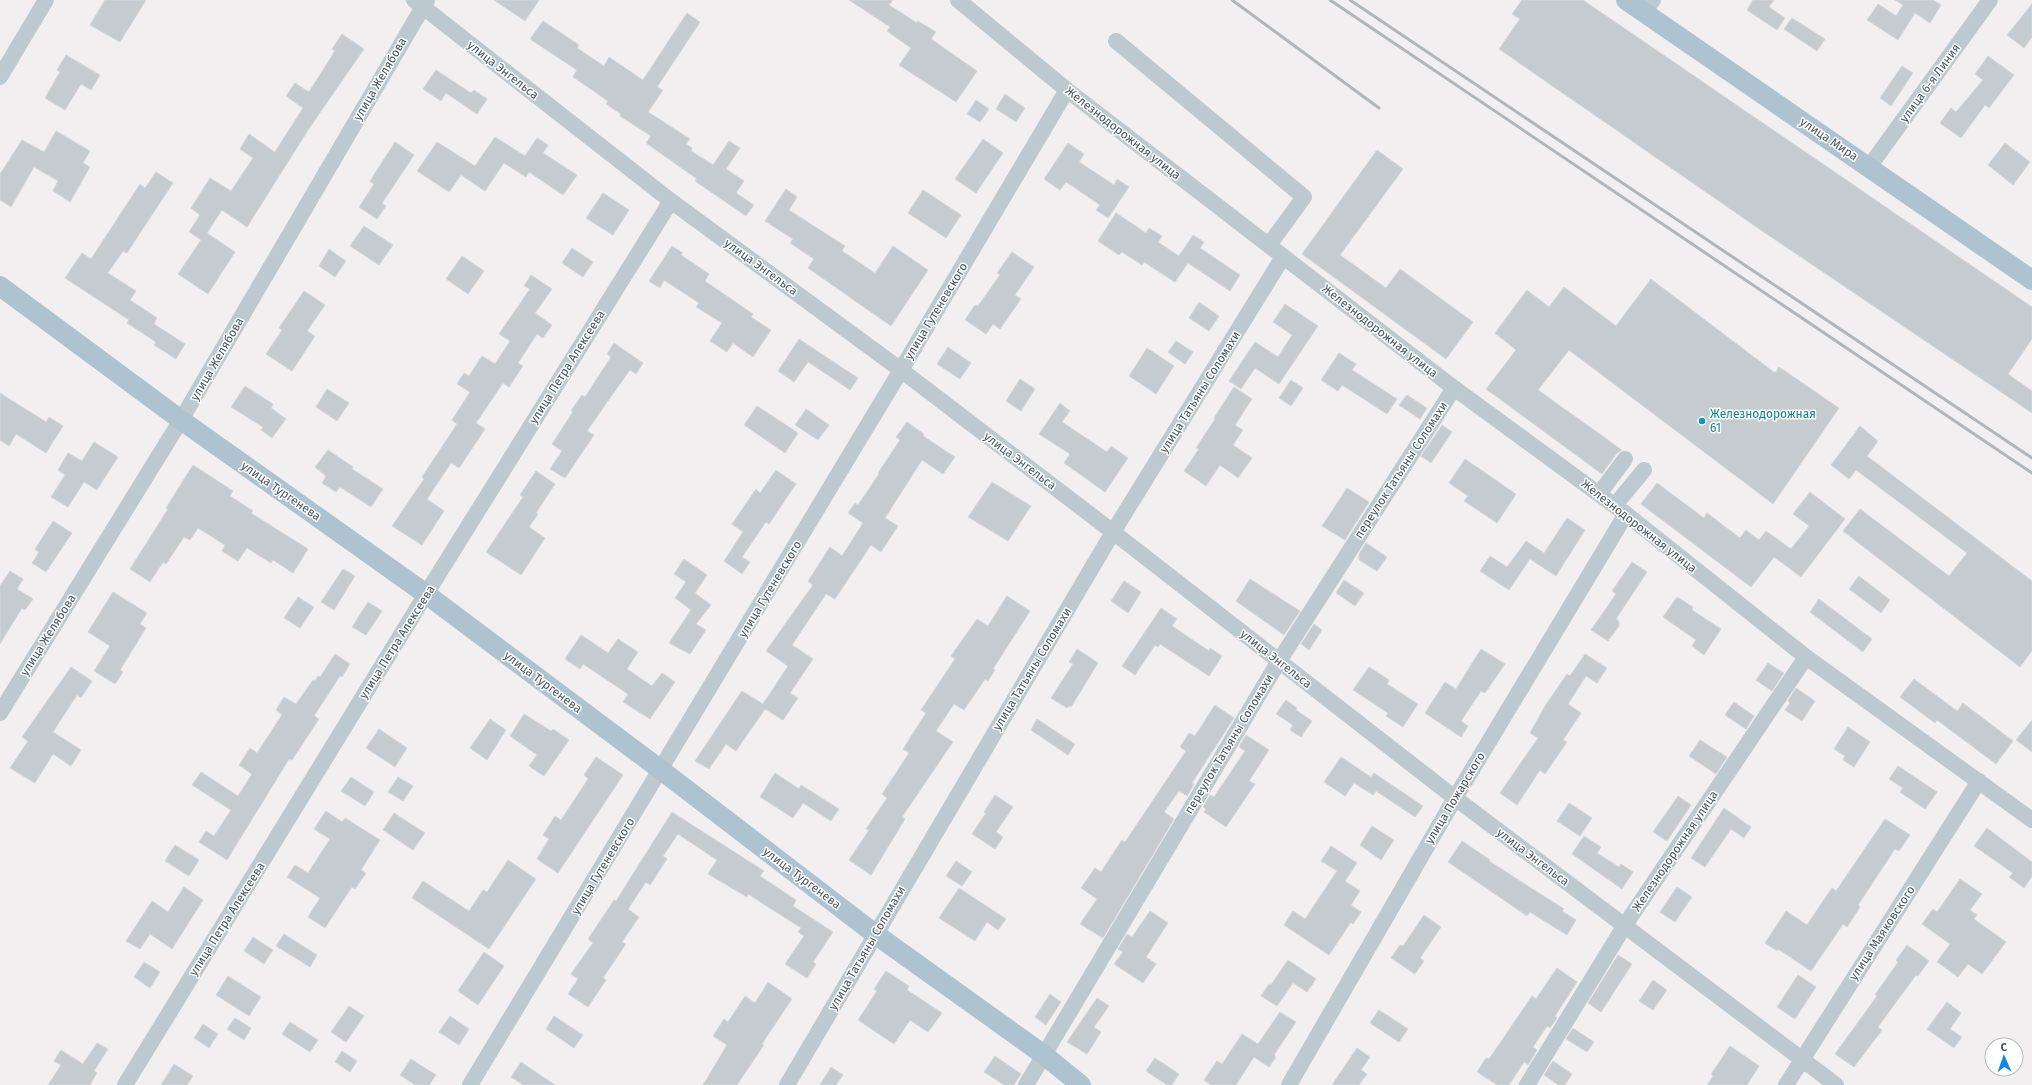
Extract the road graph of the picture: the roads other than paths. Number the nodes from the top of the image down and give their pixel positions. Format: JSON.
{"nodes":[{"id":1,"x":46,"y":0,"type":"edge"},
{"id":2,"x":958,"y":0,"type":"edge"},
{"id":3,"x":1626,"y":0,"type":"edge"},
{"id":4,"x":1990,"y":0,"type":"edge"},
{"id":5,"x":421,"y":2,"type":"edge"},
{"id":6,"x":1649,"y":6,"type":"edge"},
{"id":7,"x":1116,"y":41,"type":"dead end"},
{"id":8,"x":0,"y":77,"type":"edge"},
{"id":9,"x":1067,"y":90,"type":"junction"},
{"id":10,"x":1869,"y":167,"type":"junction"},
{"id":11,"x":670,"y":201,"type":"junction"},
{"id":12,"x":1268,"y":245,"type":"junction"},
{"id":13,"x":1283,"y":257,"type":"junction"},
{"id":14,"x":2032,"y":280,"type":"edge"},
{"id":15,"x":0,"y":286,"type":"edge"},
{"id":16,"x":901,"y":370,"type":"junction"},
{"id":17,"x":1454,"y":388,"type":"junction"},
{"id":18,"x":181,"y":420,"type":"junction"},
{"id":19,"x":1625,"y":458,"type":"dead end"},
{"id":20,"x":1644,"y":470,"type":"dead end"},
{"id":21,"x":1599,"y":494,"type":"junction"},
{"id":22,"x":1621,"y":510,"type":"junction"},
{"id":23,"x":1113,"y":532,"type":"junction"},
{"id":24,"x":426,"y":594,"type":"junction"},
{"id":25,"x":1806,"y":657,"type":"junction"},
{"id":26,"x":1279,"y":662,"type":"junction"},
{"id":27,"x":0,"y":713,"type":"edge"},
{"id":28,"x":661,"y":770,"type":"junction"},
{"id":29,"x":1978,"y":781,"type":"junction"},
{"id":30,"x":1455,"y":798,"type":"junction"},
{"id":31,"x":2032,"y":820,"type":"edge"},
{"id":32,"x":1625,"y":925,"type":"junction"},
{"id":33,"x":875,"y":934,"type":"junction"},
{"id":34,"x":1044,"y":1055,"type":"junction"},
{"id":35,"x":1801,"y":1058,"type":"junction"},
{"id":36,"x":125,"y":1085,"type":"edge"},
{"id":37,"x":470,"y":1085,"type":"edge"},
{"id":38,"x":787,"y":1085,"type":"edge"},
{"id":39,"x":1026,"y":1085,"type":"edge"},
{"id":40,"x":1081,"y":1085,"type":"edge"},
{"id":41,"x":1289,"y":1085,"type":"edge"},
{"id":42,"x":1527,"y":1085,"type":"edge"},
{"id":43,"x":1786,"y":1085,"type":"edge"},
{"id":44,"x":1836,"y":1085,"type":"edge"}],
"edges":[{"from":1,"to":8,"type":"street"},
{"from":2,"to":9,"type":"street","name":"Железнодорожная улица"},
{"from":3,"to":6,"type":"main road","name":"улица Мира"},
{"from":4,"to":10,"type":"street","name":"улица 6-я Линия"},
{"from":5,"to":11,"type":"street","name":"улица Энгельса"},
{"from":5,"to":18,"type":"street","name":"улица Желябова"},
{"from":6,"to":10,"type":"main road","name":"улица Мира"},
{"from":7,"to":12,"type":"street"},
{"from":9,"to":12,"type":"street","name":"Железнодорожная улица"},
{"from":9,"to":16,"type":"street","name":"улица Гутеневского"},
{"from":10,"to":14,"type":"main road","name":"улица Мира"},
{"from":11,"to":16,"type":"street","name":"улица Энгельса"},
{"from":11,"to":24,"type":"street","name":"улица Петра Алексеева"},
{"from":12,"to":13,"type":"street","name":"Железнодорожная улица"},
{"from":13,"to":17,"type":"street","name":"Железнодорожная улица"},
{"from":13,"to":23,"type":"street","name":"улица Татьяны Соломахи"},
{"from":15,"to":18,"type":"main road","name":"улица Тургенева"},
{"from":16,"to":23,"type":"street","name":"улица Энгельса"},
{"from":16,"to":28,"type":"street","name":"улица Гутеневского"},
{"from":17,"to":21,"type":"street","name":"Железнодорожная улица"},
{"from":17,"to":26,"type":"street","name":"переулок Татьяны Соломахи"},
{"from":18,"to":24,"type":"main road","name":"улица Тургенева"},
{"from":18,"to":27,"type":"street","name":"улица Желябова"},
{"from":19,"to":21,"type":"street"},
{"from":20,"to":22,"type":"street","name":"улица Пожарского"},
{"from":21,"to":22,"type":"street","name":"Железнодорожная улица"},
{"from":22,"to":25,"type":"street","name":"Железнодорожная улица"},
{"from":22,"to":30,"type":"street","name":"улица Пожарского"},
{"from":23,"to":26,"type":"street","name":"улица Энгельса"},
{"from":23,"to":33,"type":"street","name":"улица Татьяны Соломахи"},
{"from":24,"to":28,"type":"main road","name":"улица Тургенева"},
{"from":24,"to":36,"type":"street","name":"улица Петра Алексеева"},
{"from":25,"to":29,"type":"street","name":"Железнодорожная улица"},
{"from":25,"to":32,"type":"street","name":"Железнодорожная улица"},
{"from":26,"to":30,"type":"street","name":"улица Энгельса"},
{"from":26,"to":34,"type":"street","name":"переулок Татьяны Соломахи"},
{"from":28,"to":33,"type":"main road","name":"улица Тургенева"},
{"from":28,"to":37,"type":"street","name":"улица Гутеневского"},
{"from":29,"to":31,"type":"street","name":"Железнодорожная улица"},
{"from":29,"to":35,"type":"street","name":"улица Маяковского"},
{"from":30,"to":32,"type":"street","name":"улица Энгельса"},
{"from":30,"to":41,"type":"street","name":"улица Пожарского"},
{"from":32,"to":35,"type":"street","name":"улица Энгельса"},
{"from":32,"to":42,"type":"street"},
{"from":33,"to":34,"type":"main road","name":"улица Тургенева"},
{"from":33,"to":38,"type":"street","name":"улица Татьяны Соломахи"},
{"from":34,"to":39,"type":"street","name":"переулок Татьяны Соломахи"},
{"from":34,"to":40,"type":"main road","name":"улица Тургенева"},
{"from":35,"to":43,"type":"street","name":"улица Маяковского"},
{"from":35,"to":44,"type":"street","name":"улица Энгельса"}]}
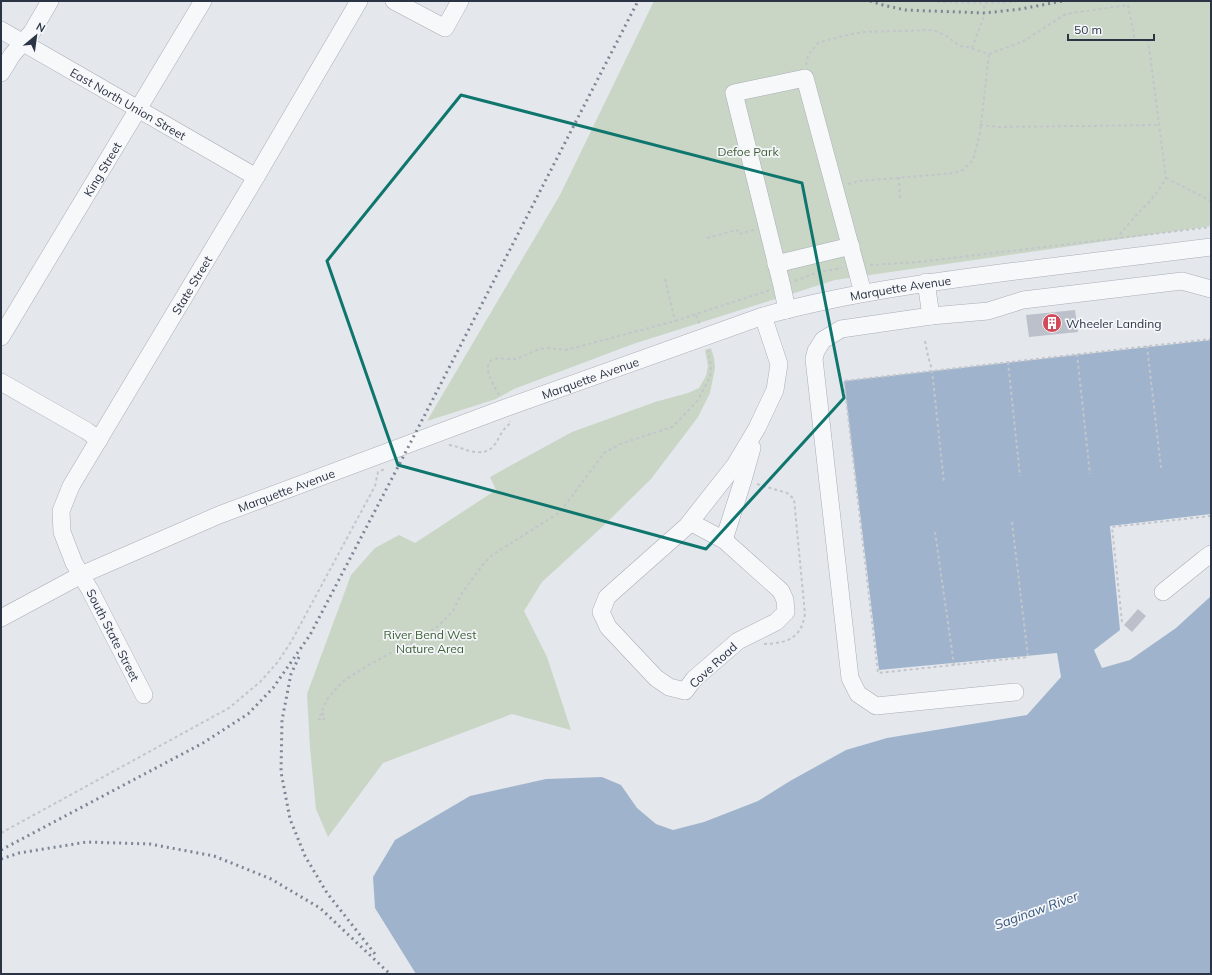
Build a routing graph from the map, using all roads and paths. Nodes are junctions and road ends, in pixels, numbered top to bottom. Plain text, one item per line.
1 (50, 1) edge
2 (203, 1) edge
3 (359, 1) edge
4 (394, 1) edge
5 (460, 1) edge
6 (938, 1) edge
7 (1128, 1) edge
8 (1016, 2) edge
9 (984, 3) junction
10 (1128, 5) junction
11 (1, 30) edge
12 (23, 42) junction
13 (972, 48) junction
14 (989, 54) junction
15 (1, 73) edge
16 (805, 78) junction
17 (138, 110) junction
18 (980, 124) junction
19 (1159, 125) junction
20 (256, 177) junction
21 (899, 177) junction
22 (1166, 178) junction
23 (834, 187) junction
24 (1211, 201) edge
25 (900, 202) dead end
26 (767, 227) junction
27 (1211, 227) edge
28 (707, 238) dead end
29 (1118, 238) junction
30 (851, 246) junction
31 (1211, 247) edge
32 (776, 264) junction
33 (857, 266) junction
34 (665, 279) dead end
35 (926, 282) junction
36 (782, 286) junction
37 (1211, 289) edge
38 (863, 293) junction
39 (787, 310) junction
40 (696, 314) junction
41 (763, 316) junction
42 (931, 316) junction
43 (675, 321) junction
44 (1, 337) edge
45 (703, 338) junction
46 (1211, 339) edge
47 (925, 341) dead end
48 (1148, 346) junction
49 (1076, 354) junction
50 (1008, 362) junction
51 (932, 370) junction
52 (1, 382) edge
53 (504, 408) junction
54 (757, 428) junction
55 (99, 440) junction
56 (443, 448) dead end
57 (1161, 468) dead end
58 (385, 469) dead end
59 (1090, 474) dead end
60 (1020, 476) dead end
61 (743, 480) junction
62 (944, 483) dead end
63 (1211, 516) edge
64 (690, 522) junction
65 (1012, 522) dead end
66 (935, 532) dead end
67 (724, 540) junction
68 (1211, 554) edge
69 (81, 576) junction
70 (1163, 592) dead end
71 (1, 618) edge
72 (1122, 622) dead end
73 (763, 644) dead end
74 (954, 665) junction
75 (1015, 692) dead end
76 (144, 695) dead end
77 (322, 713) dead end
78 (1, 833) edge

1 - 12 street
2 - 17 street, King Street
3 - 20 street, State Street
4 - 5 street
6 - 9 path
7 - 10 path
8 - 9 path
9 - 13 path
10 - 14 path
10 - 19 path
11 - 12 street, East North Union Street
12 - 15 street
12 - 17 street, East North Union Street
13 - 14 path
13 - 16 path
14 - 18 path
16 - 23 street
16 - 26 street
17 - 20 street, East North Union Street
17 - 44 street, King Street
18 - 19 path
18 - 21 path
19 - 22 path
20 - 55 street, State Street
21 - 23 path
21 - 25 path
22 - 24 path
22 - 29 path
23 - 30 street
26 - 28 path
26 - 32 street
27 - 29 path
29 - 33 path
30 - 32 street
30 - 33 street
31 - 35 street, Marquette Avenue
32 - 36 street
33 - 36 path
33 - 38 street
34 - 43 path
35 - 38 street, Marquette Avenue
35 - 42 street
36 - 39 street
36 - 40 path
37 - 42 street
38 - 39 street, Marquette Avenue
39 - 41 street, Marquette Avenue
40 - 43 path
40 - 45 path
41 - 45 street, Marquette Avenue
41 - 54 street, Cove Road
42 - 75 street
43 - 53 path
45 - 53 street, Marquette Avenue
45 - 77 path
46 - 48 path
47 - 51 path
48 - 49 path
48 - 57 path
49 - 50 path
49 - 59 path
50 - 51 path
50 - 60 path
51 - 62 path
51 - 74 path
52 - 55 street
53 - 56 path
53 - 69 street, Marquette Avenue
54 - 61 street, Cove Road
54 - 64 street, Cove Road
55 - 69 street, State Street
58 - 78 path
61 - 67 street, Cove Road
61 - 73 path
63 - 72 path
64 - 67 street, Cove Road
64 - 67 street, Cove Road
65 - 74 path
66 - 74 path
68 - 70 street
69 - 71 street, Marquette Avenue
69 - 76 street, South State Street

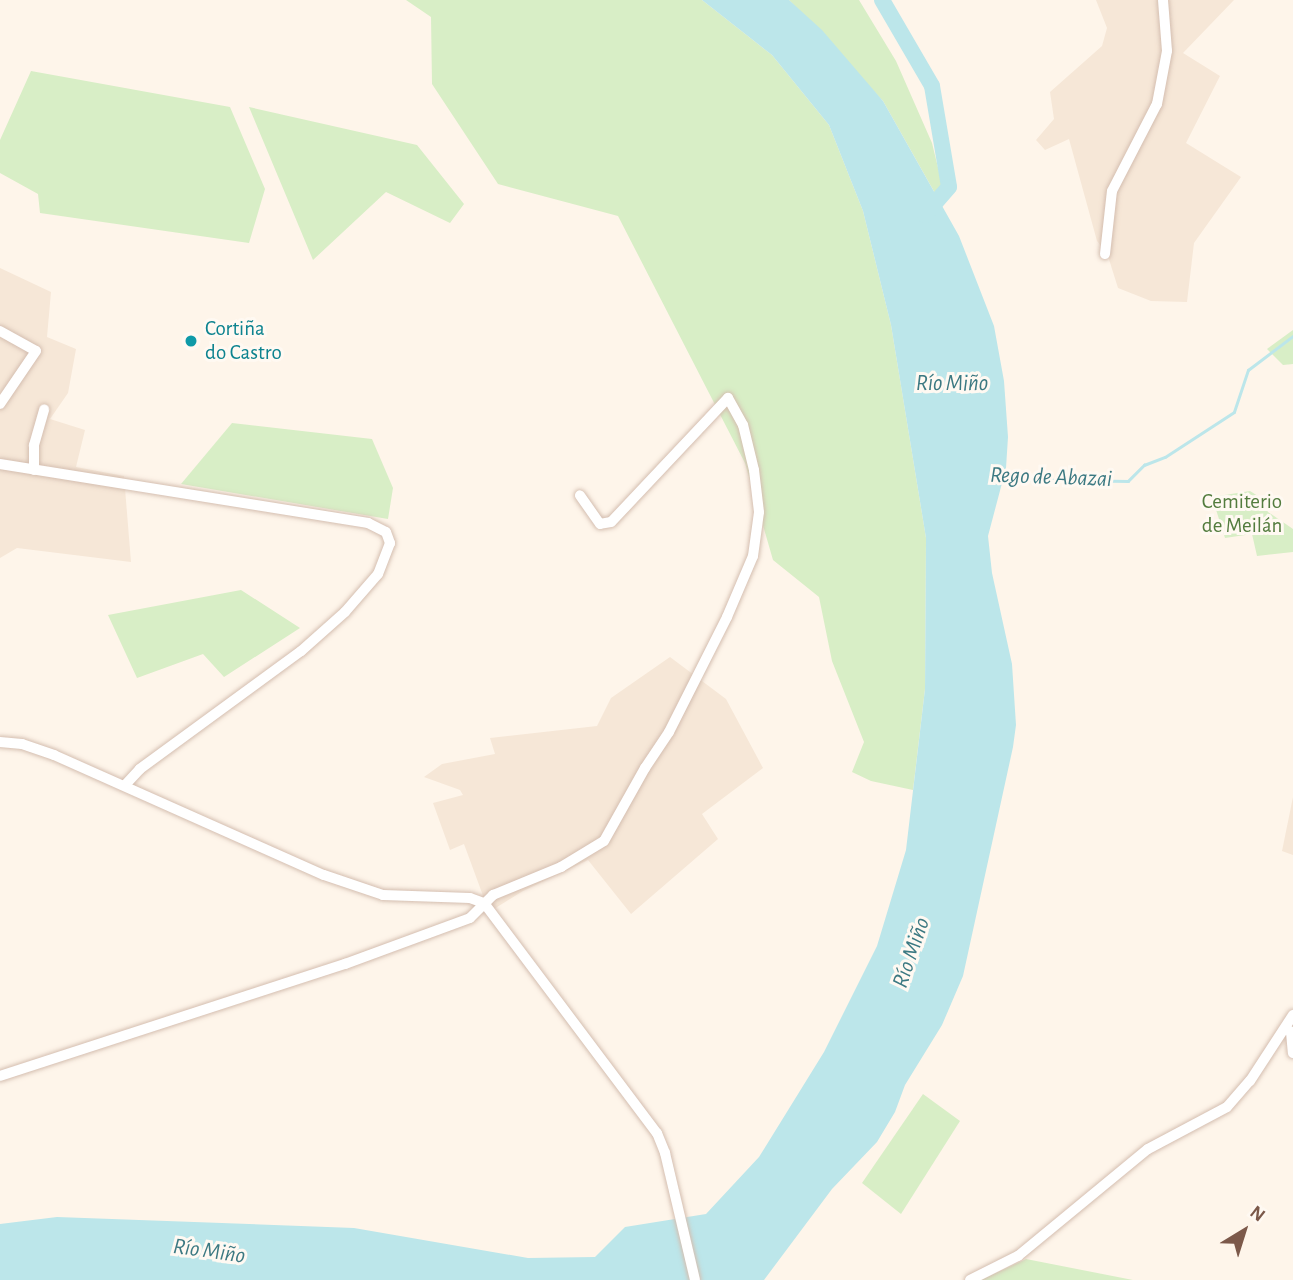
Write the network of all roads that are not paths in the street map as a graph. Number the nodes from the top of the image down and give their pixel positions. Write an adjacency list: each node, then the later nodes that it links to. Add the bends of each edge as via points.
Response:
1 (1163, 0): 2 (street, via 1167,51 1157,104 1112,191)
2 (1105, 254)
3 (0, 331): 4 (street, via 36,351)
4 (0, 404)
5 (44, 409): 7 (street, via 34,445)
6 (0, 464): 7 (street)
7 (34, 470): 10 (street, via 368,523 386,533 390,543 379,574 345,612 301,652 139,769)
8 (580, 495): 11 (street, via 600,524 611,522 728,398 743,425 754,470 758,512 753,556 669,732 604,841)
9 (0, 742): 10 (street, via 54,755)
10 (125, 785): 11 (street, via 324,874 383,895 470,898)
11 (484, 903): 15 (street, via 470,918 345,964); 16 (street, via 657,1133 666,1153)
12 (1293, 1016): 13 (street)
13 (1290, 1031): 14 (street); 17 (street, via 1227,1107 1148,1149 1027,1248)
14 (1293, 1054)
15 (0, 1076)
16 (695, 1280)
17 (971, 1280)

#####

▸ **Problem to work on**
All lines carrying the word "Алексеева" must be copied from the data above.

▸ **Output below**
{"from":11,"to":24,"type":"street","name":"улица Петра Алексеева"},
{"from":24,"to":36,"type":"street","name":"улица Петра Алексеева"},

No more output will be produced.